◆ **EXERCISE AIM**:
Your task is to transcribe the data in full.

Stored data
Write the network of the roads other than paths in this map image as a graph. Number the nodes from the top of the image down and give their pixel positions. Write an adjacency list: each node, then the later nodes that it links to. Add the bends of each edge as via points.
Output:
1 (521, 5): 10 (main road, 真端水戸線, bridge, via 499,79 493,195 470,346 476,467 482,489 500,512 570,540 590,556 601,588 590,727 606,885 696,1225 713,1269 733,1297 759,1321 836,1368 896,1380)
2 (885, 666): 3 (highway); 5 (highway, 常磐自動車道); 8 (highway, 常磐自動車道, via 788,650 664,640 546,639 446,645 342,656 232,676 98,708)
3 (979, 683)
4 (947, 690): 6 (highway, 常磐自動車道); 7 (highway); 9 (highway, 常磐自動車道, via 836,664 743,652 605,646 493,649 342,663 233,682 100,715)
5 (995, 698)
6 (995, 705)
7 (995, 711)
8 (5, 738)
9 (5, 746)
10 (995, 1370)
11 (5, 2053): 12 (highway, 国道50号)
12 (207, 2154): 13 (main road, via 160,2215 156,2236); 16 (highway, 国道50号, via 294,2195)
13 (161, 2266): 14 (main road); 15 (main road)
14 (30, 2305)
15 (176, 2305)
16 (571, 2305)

◆ **ANSWER TO THE PROBLEM**:
Write the network of the roads other than paths in this map image as a graph. Number the nodes from the top of the image down and give their pixel positions. Write an adjacency list: each node, then the later nodes that it links to. Add the bends of each edge as via points.
Output:
1 (521, 5): 10 (main road, 真端水戸線, bridge, via 499,79 493,195 470,346 476,467 482,489 500,512 570,540 590,556 601,588 590,727 606,885 696,1225 713,1269 733,1297 759,1321 836,1368 896,1380)
2 (885, 666): 3 (highway); 5 (highway, 常磐自動車道); 8 (highway, 常磐自動車道, via 788,650 664,640 546,639 446,645 342,656 232,676 98,708)
3 (979, 683)
4 (947, 690): 6 (highway, 常磐自動車道); 7 (highway); 9 (highway, 常磐自動車道, via 836,664 743,652 605,646 493,649 342,663 233,682 100,715)
5 (995, 698)
6 (995, 705)
7 (995, 711)
8 (5, 738)
9 (5, 746)
10 (995, 1370)
11 (5, 2053): 12 (highway, 国道50号)
12 (207, 2154): 13 (main road, via 160,2215 156,2236); 16 (highway, 国道50号, via 294,2195)
13 (161, 2266): 14 (main road); 15 (main road)
14 (30, 2305)
15 (176, 2305)
16 (571, 2305)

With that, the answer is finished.